We spent that afternoon walking around the city. He told me about CCC, encouraged me to share my work as a talk.
We talked about getting bullied at school. I told him about when I was a teenager, convincing my parents to let me bus across the city to a mall food court where the 2600 meetup happened. I'd sit with trenchcoat-wearing nerds, with their schematics and Cinnabons, catching maybe half of what was discussed. But they gave me tips, encouraged me to start my BBS.
That's 2600. They show up, they teach whoever wants to learn, they're kind to strangers. When I finally made it to CCC years later, Mitch didn't remember meβhe meets thousands of people. But he was still the same warm and kind man, respecting this other soul standing in front of him.

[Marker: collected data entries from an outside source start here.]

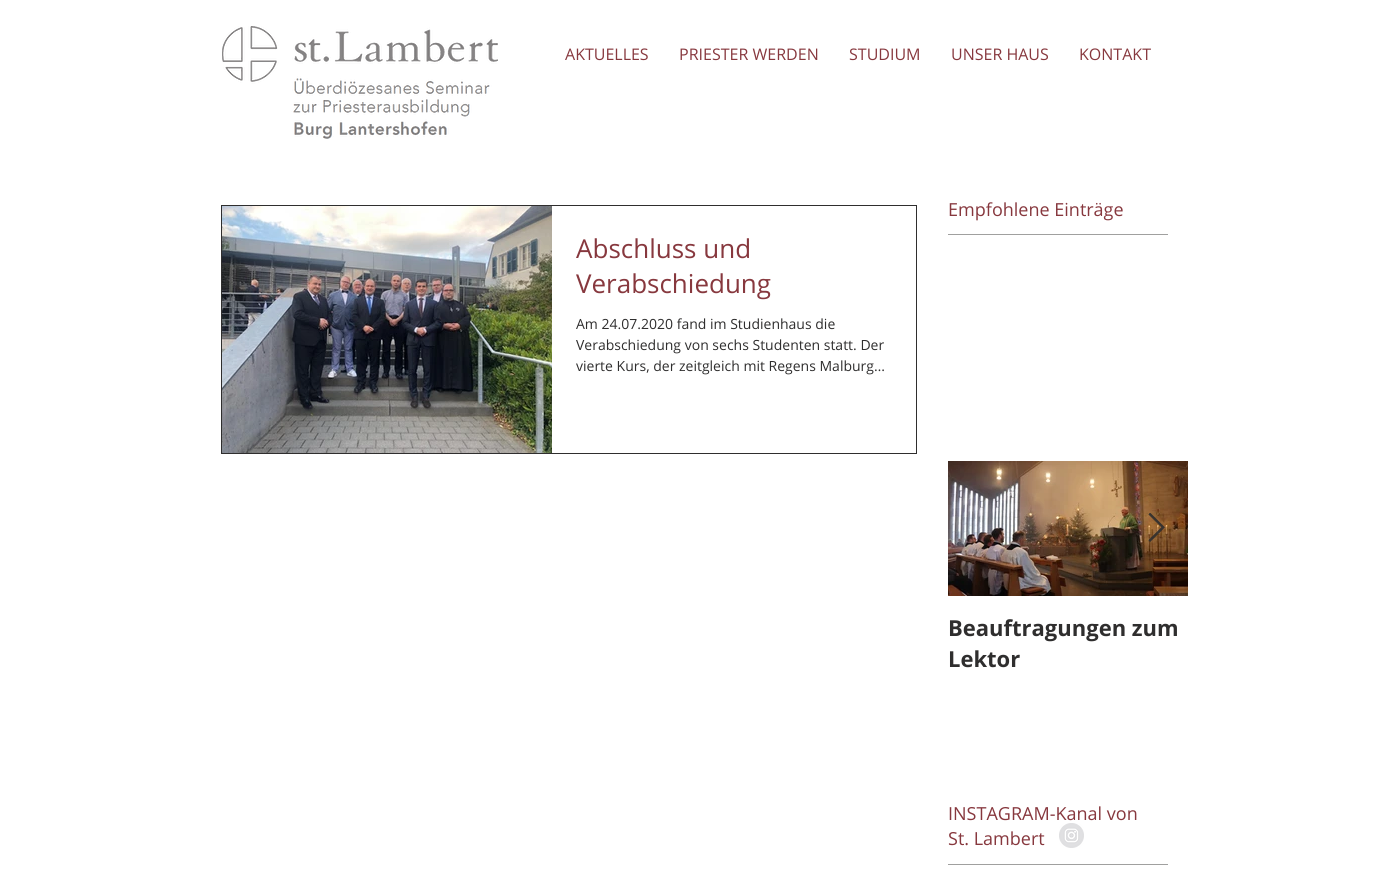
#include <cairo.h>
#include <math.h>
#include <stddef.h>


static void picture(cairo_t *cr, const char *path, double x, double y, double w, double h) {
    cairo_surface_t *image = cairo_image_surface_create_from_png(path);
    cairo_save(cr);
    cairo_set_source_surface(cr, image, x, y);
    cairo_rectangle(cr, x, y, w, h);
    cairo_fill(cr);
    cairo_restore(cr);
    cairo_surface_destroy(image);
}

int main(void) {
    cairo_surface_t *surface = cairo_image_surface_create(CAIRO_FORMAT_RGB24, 1400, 880);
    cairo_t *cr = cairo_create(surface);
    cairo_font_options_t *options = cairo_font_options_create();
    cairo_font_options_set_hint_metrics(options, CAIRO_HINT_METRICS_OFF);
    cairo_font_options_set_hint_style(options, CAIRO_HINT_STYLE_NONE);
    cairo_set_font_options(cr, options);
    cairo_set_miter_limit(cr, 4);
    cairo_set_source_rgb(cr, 1, 1, 1);
    cairo_paint(cr);
    picture(cr, "img1.png", 222, 26, 276, 113);
    cairo_select_font_face(cr, "Open Sans", CAIRO_FONT_SLANT_NORMAL, CAIRO_FONT_WEIGHT_NORMAL);
    cairo_set_font_size(cr, 16);
    cairo_set_source_rgb(cr, 0.529, 0.22, 0.243);
    cairo_move_to(cr, 565, 60);
    cairo_show_text(cr, "AKTUELLES");
    cairo_move_to(cr, 679, 60);
    cairo_show_text(cr, "PRIESTER WERDEN");
    cairo_move_to(cr, 849, 60);
    cairo_show_text(cr, "STUDIUM");
    cairo_move_to(cr, 951, 60);
    cairo_show_text(cr, "UNSER HAUS");
    cairo_move_to(cr, 1079, 60);
    cairo_show_text(cr, "KONTAKT");
    cairo_set_font_size(cr, 18);
    cairo_move_to(cr, 948, 216);
    cairo_show_text(cr, "Empfohlene Einträge");
    cairo_set_source_rgb(cr, 0.627, 0.627, 0.624);
    cairo_rectangle(cr, 948, 234, 220, 1);
    cairo_fill(cr);
    cairo_rectangle(cr, 221.5, 205.5, 695, 248);
    cairo_set_source_rgb(cr, 0.184, 0.18, 0.18);
    cairo_set_line_width(cr, 1);
    cairo_stroke(cr);
    picture(cr, "img2.png", 222, 206, 330, 247);
    cairo_set_font_size(cr, 26);
    cairo_set_source_rgb(cr, 0.529, 0.22, 0.243);
    cairo_move_to(cr, 576, 258);
    cairo_show_text(cr, "Abschluss und");
    cairo_move_to(cr, 576, 293);
    cairo_show_text(cr, "Verabschiedung");
    cairo_set_font_size(cr, 14);
    cairo_set_source_rgb(cr, 0.184, 0.18, 0.18);
    cairo_move_to(cr, 576, 329);
    cairo_show_text(cr, "Am 24.07.2020 fand im Studienhaus die");
    cairo_move_to(cr, 576, 350);
    cairo_show_text(cr, "Verabschiedung von sechs Studenten statt. Der");
    cairo_move_to(cr, 576, 371);
    cairo_show_text(cr, "vierte Kurs, der zeitgleich mit Regens Malburg…");
    picture(cr, "img4.png", 948, 461, 240, 135);
    picture(cr, "img3.png", 1148, 513, 17, 29);
    cairo_select_font_face(cr, "Open Sans", CAIRO_FONT_SLANT_NORMAL, CAIRO_FONT_WEIGHT_BOLD);
    cairo_set_font_size(cr, 22);
    cairo_move_to(cr, 948, 636);
    cairo_show_text(cr, "Beauftragungen zum");
    cairo_move_to(cr, 948, 667);
    cairo_show_text(cr, "Lektor");
    cairo_select_font_face(cr, "Open Sans", CAIRO_FONT_SLANT_NORMAL, CAIRO_FONT_WEIGHT_NORMAL);
    cairo_set_font_size(cr, 18);
    cairo_set_source_rgb(cr, 0.529, 0.22, 0.243);
    cairo_move_to(cr, 948, 820);
    cairo_show_text(cr, "INSTAGRAM-Kanal von");
    cairo_move_to(cr, 948, 845);
    cairo_show_text(cr, "St. Lambert");
    picture(cr, "img5.png", 1059, 823, 25, 25);
    cairo_set_source_rgb(cr, 0.627, 0.627, 0.624);
    cairo_rectangle(cr, 948, 864, 220, 1);
    cairo_fill(cr);
    cairo_surface_write_to_png(surface, "page.png");
    cairo_font_options_destroy(options);
    cairo_destroy(cr);
    cairo_surface_destroy(surface);
    return 0;
}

This is the community that St. John's has decided to evict? Why?
Their official reason was "alignment with values and mission."
It started when someone complained about a pamphlet left on a table by a random conference attendee.
They didn't complain to 2600, they went straight to the university president. After years of collaboration, the university didn't contact 2600, instead apparently doing a secret investigation where the accused couldn't defend themselves, then pointing fingers based on vague, moral accusations.
Most people would accept if St. John's just said: "We're a religious institution, some leaders got uncomfortable with some of the edgier elements that 2600 attracts, so we're deciding to part ways." That's at least honest. Instead of this, we'd be celebrating the years of St. John's support.
I doubt it was actually about 2600 at all.
Many universities have gutted great programs with weak reasons. The sad truth: they're collateral damage from internal power struggles.
St. John's cancelled their fun basketball event, and Columbus Day, not just 2600's conference. Three major cancellations in a year? Smells like political fallout.
We've all seen how protests are discredited by planting violent agitators, or taking things out of context. Same playbook. The pamphlet was just convenient pretext.
The real reason is probably one provost accidentally hit reply-all with a snarky comment last year, started a feud, and they've been cancelling each other's favorite events ever since. The poor communication liaison has to write it up as "for student engagement" and "alignment with values".
I kid you not. This happens all the time.
Whether it's infighting, lack of due process, or just letting their fears get the better of them, St. John's methods are theirs to reflect on.
The problem worth solving for us is that 2600 is having trouble shifting venues.
Hosting can be cut off for many other reasons - renovations, financial trouble, leadership changes. Maybe the administration building gets destroyed in fire and brimstone one day. Who knows.
Universities (at least good ones) compete for access to communities of practice.
In London, UCL, Imperial, and Kings actively seek out technical specialty groups. Oxford and Cambridge have such a rivalry they'd compete for something like this. Go tell a Cambridge prof about a great event at Oxford, and you'll get a lesson in how the British do polite insults.
Student bodies benefit from learning from people at the forefront of their fields. Universities want what 2600 does.
And here's 2600 in New York, a city full of great universities.
I'd love to see 2600 answer with what it already does best: community.
Student clubs hosting cool meetups across New York campuses, with 2600 help. 2600 workshops on digital health, cybersecurity, the things they've been teaching for decades. It'd show which clubs and faculties get excited, which are organized enough to literally open doors.
With active relationships with multiple universities, the frame shifts from "we need to find a venue" to "which university makes the most sense this year?"
The big HOPE conference could even rotate campuses, reaching more student communities.
Mitch gave an afternoon to a stranger. 2600s encouraged a kid to keep going. That person's here now, giving that encouragement back. The universities know they need you. You're already doing all the right things.
This isn't a setback, it's a dislodgement towards something better. HOPE is getting an upgrade.